> [Available records]
------------------------------------------------------------------------
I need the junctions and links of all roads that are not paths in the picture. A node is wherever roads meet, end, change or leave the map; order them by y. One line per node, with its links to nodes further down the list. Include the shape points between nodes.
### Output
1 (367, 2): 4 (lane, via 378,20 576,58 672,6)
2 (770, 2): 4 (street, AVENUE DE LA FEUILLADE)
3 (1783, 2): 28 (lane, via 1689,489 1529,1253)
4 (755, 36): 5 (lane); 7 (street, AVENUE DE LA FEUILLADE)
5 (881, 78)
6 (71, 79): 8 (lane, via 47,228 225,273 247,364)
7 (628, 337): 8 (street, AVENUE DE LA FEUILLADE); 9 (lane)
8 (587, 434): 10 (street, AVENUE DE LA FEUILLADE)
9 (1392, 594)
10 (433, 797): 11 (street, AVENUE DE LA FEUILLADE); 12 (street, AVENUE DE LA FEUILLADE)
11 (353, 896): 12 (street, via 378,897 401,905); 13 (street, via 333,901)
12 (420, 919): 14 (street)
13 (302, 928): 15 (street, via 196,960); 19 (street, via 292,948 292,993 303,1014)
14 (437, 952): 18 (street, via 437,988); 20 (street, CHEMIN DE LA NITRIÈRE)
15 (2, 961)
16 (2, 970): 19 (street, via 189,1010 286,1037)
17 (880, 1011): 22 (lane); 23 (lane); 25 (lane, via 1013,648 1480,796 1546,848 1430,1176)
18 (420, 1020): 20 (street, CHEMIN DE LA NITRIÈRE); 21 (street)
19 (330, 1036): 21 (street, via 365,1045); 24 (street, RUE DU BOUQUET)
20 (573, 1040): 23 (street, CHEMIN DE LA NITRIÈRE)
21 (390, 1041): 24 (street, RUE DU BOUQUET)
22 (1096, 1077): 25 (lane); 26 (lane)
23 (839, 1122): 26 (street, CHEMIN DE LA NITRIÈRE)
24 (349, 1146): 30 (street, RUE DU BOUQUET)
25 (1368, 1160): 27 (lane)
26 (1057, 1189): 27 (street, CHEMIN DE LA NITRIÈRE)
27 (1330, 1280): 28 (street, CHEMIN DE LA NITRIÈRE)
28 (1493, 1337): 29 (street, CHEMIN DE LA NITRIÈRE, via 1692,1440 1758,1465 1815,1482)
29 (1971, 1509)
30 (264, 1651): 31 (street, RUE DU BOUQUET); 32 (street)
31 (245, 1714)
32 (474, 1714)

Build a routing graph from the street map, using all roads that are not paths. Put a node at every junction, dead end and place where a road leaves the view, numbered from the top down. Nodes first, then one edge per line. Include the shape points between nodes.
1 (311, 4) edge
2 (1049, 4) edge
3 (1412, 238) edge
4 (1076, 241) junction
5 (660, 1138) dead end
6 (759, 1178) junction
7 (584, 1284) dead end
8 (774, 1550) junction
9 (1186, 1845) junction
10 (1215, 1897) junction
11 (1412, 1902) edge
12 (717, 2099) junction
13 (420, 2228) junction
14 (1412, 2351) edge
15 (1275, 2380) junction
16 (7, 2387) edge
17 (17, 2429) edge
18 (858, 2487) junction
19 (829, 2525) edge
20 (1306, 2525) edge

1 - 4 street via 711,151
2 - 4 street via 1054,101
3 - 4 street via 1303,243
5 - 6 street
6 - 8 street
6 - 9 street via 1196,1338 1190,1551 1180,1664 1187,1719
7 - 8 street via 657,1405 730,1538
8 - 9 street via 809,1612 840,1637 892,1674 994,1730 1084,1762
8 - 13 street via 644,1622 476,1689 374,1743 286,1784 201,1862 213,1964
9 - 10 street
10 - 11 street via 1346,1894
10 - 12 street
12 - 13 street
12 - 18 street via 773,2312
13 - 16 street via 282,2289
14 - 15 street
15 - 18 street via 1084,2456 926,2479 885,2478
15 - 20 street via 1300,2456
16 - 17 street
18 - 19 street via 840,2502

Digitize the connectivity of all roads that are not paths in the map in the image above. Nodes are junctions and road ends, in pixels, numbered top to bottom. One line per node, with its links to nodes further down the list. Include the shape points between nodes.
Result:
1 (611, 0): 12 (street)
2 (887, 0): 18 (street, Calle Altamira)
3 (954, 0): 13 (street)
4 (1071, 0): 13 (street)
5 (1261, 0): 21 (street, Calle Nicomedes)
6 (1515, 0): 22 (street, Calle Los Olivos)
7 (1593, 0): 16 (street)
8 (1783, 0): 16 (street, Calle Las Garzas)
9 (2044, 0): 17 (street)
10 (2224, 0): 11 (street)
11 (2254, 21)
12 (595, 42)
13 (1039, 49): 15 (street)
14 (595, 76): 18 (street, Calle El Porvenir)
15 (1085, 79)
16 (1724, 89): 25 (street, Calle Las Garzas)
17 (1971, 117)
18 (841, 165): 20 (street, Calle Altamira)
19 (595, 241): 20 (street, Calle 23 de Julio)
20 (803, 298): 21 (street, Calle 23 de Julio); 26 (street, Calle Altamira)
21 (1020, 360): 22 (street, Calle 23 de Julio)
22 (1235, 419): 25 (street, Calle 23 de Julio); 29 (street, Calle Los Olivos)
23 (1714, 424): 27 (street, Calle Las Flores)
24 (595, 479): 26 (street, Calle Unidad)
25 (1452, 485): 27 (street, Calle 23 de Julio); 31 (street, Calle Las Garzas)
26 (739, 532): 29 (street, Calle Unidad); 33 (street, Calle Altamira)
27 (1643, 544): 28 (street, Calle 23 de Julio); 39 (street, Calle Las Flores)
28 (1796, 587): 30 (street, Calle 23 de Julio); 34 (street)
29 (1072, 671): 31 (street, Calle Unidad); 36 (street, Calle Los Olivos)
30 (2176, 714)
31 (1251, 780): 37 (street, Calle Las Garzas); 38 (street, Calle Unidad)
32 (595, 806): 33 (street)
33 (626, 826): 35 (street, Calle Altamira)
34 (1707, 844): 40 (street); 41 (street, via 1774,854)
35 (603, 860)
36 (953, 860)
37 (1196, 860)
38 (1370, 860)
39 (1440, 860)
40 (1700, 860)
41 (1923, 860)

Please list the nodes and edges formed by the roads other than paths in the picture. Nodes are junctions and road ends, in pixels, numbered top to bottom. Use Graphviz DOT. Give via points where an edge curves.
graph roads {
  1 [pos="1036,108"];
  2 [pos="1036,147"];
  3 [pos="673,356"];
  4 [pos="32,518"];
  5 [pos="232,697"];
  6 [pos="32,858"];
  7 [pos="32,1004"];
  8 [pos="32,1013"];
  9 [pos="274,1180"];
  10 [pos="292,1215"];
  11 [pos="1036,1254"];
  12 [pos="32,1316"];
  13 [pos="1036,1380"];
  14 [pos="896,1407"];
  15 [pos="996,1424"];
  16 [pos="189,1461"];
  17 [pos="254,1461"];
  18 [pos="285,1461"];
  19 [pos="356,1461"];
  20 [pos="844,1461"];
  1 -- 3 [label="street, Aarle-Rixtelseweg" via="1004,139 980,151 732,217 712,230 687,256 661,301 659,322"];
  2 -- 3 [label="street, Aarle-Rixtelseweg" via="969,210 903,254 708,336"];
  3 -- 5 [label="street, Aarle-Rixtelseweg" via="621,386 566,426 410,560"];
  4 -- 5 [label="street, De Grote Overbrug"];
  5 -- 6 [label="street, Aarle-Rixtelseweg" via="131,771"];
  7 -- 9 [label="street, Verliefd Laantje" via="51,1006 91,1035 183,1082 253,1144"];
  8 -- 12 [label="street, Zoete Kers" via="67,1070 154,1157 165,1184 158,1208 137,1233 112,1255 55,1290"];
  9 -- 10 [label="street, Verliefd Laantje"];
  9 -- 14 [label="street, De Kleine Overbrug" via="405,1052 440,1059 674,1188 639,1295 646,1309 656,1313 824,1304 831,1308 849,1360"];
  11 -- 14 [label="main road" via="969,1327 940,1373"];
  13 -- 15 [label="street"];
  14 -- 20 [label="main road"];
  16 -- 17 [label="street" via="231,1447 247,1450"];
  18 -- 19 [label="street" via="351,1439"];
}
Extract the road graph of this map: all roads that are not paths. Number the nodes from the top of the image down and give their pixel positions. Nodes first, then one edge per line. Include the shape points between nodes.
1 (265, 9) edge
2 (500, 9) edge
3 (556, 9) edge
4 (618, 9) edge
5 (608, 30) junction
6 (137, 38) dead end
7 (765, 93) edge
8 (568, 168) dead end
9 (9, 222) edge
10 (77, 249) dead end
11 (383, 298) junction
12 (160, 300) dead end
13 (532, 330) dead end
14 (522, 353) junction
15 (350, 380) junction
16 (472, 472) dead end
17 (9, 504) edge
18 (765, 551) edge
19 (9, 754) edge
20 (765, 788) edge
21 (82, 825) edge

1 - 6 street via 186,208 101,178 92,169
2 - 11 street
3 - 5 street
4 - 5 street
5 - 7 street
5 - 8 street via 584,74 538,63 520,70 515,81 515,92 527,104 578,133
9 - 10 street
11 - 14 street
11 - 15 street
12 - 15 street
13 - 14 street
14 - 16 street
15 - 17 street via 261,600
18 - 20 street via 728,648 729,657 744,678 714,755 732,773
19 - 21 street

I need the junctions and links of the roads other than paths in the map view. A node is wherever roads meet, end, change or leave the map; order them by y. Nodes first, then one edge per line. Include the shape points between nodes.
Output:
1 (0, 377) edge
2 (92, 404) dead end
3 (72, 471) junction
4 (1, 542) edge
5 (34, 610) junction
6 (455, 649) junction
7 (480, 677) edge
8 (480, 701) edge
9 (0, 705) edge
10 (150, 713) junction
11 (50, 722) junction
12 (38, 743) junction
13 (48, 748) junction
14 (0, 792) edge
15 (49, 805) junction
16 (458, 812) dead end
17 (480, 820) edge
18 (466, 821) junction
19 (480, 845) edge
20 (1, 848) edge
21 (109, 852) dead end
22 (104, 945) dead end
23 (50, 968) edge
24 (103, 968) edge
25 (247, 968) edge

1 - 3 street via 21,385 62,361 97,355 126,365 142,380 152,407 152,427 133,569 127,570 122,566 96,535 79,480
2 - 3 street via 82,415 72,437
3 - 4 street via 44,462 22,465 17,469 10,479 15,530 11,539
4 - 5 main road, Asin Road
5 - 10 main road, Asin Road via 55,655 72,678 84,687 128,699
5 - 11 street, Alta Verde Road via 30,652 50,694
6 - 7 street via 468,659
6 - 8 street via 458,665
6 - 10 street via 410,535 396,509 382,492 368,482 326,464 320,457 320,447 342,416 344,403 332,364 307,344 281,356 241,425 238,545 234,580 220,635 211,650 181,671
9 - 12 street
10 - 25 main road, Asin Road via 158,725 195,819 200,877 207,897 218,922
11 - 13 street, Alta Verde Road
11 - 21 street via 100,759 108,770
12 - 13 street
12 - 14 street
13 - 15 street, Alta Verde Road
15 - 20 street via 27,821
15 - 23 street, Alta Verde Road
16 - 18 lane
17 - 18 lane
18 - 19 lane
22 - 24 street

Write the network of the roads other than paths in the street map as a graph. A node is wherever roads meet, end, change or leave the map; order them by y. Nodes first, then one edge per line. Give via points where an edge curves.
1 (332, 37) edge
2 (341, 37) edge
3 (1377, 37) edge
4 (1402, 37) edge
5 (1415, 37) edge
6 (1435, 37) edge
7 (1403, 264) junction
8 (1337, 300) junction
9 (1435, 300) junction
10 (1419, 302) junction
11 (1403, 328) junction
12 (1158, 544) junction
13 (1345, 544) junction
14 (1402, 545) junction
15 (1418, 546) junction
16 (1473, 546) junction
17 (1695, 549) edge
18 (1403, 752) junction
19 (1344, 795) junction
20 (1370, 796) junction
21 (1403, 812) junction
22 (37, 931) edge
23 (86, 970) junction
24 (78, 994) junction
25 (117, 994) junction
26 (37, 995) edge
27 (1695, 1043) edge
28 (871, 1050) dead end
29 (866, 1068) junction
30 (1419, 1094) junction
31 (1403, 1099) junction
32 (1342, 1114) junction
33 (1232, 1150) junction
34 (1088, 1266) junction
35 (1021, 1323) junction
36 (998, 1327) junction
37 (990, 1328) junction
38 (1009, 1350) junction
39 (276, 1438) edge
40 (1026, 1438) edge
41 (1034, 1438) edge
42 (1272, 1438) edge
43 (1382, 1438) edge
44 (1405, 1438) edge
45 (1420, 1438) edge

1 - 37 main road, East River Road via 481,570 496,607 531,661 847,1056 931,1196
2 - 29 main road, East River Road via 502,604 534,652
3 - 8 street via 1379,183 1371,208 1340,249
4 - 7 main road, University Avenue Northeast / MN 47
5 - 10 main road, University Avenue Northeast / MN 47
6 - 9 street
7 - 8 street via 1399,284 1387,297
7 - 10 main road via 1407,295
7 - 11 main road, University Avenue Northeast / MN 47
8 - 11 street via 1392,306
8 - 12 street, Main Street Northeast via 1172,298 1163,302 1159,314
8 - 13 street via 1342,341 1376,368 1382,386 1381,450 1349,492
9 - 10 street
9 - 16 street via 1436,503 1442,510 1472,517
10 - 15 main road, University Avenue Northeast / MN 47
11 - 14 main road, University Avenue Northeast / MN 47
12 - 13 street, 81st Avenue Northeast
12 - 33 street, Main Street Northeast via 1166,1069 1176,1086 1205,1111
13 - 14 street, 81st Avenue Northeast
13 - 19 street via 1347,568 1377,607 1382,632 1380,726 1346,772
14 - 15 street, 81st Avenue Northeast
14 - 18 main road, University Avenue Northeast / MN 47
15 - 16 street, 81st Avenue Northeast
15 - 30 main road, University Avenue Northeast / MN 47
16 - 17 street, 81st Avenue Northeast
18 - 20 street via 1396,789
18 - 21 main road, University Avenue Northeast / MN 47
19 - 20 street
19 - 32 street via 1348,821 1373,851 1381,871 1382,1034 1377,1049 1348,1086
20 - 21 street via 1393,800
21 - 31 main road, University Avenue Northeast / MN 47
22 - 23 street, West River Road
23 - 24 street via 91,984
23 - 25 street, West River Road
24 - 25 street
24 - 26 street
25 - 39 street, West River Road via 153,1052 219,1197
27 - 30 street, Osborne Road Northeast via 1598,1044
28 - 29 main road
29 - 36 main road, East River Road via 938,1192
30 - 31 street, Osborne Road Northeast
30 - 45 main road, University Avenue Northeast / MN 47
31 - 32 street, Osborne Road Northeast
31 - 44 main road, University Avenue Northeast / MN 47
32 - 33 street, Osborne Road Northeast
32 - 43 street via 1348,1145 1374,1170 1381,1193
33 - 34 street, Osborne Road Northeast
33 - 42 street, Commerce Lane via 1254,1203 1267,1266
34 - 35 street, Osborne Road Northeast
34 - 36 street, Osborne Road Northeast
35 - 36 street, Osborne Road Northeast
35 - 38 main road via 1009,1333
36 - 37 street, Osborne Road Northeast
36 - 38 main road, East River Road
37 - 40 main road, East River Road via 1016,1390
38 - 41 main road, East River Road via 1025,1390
------------------------------------------------------------------------
How many lines in the records include "Olivos"? Answer with the number alone.

> [Exercise response] 3